● **Records for processing**
◇ ◇ ◇ ◇

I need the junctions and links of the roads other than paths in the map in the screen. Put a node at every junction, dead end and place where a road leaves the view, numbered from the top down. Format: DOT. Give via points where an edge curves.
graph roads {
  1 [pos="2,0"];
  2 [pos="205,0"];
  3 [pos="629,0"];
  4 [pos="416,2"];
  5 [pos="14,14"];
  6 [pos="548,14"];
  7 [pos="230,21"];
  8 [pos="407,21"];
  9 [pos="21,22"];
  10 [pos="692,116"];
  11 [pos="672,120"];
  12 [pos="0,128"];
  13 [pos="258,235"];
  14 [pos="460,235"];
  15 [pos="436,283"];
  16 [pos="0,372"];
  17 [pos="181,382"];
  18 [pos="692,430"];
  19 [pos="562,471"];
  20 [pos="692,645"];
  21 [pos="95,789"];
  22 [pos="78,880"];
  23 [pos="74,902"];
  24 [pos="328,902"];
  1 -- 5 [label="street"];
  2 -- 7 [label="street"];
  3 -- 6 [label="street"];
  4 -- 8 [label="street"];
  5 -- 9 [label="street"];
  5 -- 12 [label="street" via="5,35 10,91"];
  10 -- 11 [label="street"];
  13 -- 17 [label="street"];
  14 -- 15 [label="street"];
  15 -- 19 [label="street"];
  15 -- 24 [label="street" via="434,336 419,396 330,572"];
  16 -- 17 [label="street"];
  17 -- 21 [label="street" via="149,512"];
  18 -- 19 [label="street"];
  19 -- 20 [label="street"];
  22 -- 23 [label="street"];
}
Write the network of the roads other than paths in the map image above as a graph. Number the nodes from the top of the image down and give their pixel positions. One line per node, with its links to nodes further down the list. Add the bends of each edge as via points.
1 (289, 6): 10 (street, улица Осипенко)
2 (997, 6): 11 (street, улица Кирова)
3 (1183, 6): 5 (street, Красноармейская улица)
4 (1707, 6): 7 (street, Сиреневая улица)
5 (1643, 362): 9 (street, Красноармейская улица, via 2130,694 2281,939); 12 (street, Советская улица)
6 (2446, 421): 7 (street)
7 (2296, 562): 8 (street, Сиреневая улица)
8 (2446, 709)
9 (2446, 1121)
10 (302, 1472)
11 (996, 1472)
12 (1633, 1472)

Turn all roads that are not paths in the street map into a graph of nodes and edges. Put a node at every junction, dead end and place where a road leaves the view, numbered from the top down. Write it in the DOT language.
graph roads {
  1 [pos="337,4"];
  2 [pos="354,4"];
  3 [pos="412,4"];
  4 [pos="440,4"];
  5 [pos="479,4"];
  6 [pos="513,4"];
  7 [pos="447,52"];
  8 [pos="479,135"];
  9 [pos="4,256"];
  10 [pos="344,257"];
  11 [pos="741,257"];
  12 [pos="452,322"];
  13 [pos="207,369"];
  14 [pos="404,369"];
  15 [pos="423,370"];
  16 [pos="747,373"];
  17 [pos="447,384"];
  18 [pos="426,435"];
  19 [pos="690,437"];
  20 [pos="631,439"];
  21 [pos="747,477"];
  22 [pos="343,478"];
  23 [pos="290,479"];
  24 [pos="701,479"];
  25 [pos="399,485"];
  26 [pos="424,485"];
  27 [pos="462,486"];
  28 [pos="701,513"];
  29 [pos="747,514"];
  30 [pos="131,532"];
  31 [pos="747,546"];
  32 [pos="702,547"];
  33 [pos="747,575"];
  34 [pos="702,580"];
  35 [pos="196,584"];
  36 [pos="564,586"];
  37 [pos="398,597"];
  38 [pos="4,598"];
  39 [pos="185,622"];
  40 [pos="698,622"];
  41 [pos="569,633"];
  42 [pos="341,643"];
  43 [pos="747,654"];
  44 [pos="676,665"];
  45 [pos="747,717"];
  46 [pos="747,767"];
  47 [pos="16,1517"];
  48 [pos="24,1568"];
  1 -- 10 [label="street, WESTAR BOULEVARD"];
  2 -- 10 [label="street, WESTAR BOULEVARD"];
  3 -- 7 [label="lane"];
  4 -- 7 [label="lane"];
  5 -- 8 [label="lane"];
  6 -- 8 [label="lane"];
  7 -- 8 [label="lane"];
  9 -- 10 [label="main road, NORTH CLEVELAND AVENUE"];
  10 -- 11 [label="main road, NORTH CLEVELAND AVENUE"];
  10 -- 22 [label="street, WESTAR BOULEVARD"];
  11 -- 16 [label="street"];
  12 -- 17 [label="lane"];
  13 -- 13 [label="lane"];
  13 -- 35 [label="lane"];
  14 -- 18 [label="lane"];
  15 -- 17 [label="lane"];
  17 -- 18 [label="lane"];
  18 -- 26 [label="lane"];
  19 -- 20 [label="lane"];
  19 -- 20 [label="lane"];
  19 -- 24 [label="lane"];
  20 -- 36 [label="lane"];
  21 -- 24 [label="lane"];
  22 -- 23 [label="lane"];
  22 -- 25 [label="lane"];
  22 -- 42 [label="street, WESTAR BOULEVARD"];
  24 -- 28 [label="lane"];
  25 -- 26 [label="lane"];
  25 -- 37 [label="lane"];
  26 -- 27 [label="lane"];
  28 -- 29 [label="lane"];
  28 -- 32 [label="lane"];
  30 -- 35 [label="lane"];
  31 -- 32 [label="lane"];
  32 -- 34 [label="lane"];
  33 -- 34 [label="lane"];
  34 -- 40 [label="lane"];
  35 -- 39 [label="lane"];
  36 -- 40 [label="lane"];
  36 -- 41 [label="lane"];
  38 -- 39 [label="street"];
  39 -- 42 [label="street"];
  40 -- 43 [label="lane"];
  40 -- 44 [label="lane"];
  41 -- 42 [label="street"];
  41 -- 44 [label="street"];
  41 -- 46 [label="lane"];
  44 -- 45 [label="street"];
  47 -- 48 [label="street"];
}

◇ ◇ ◇ ◇

Report the number of lines in the listing that contain the word "numbered". No other words are permitted.

2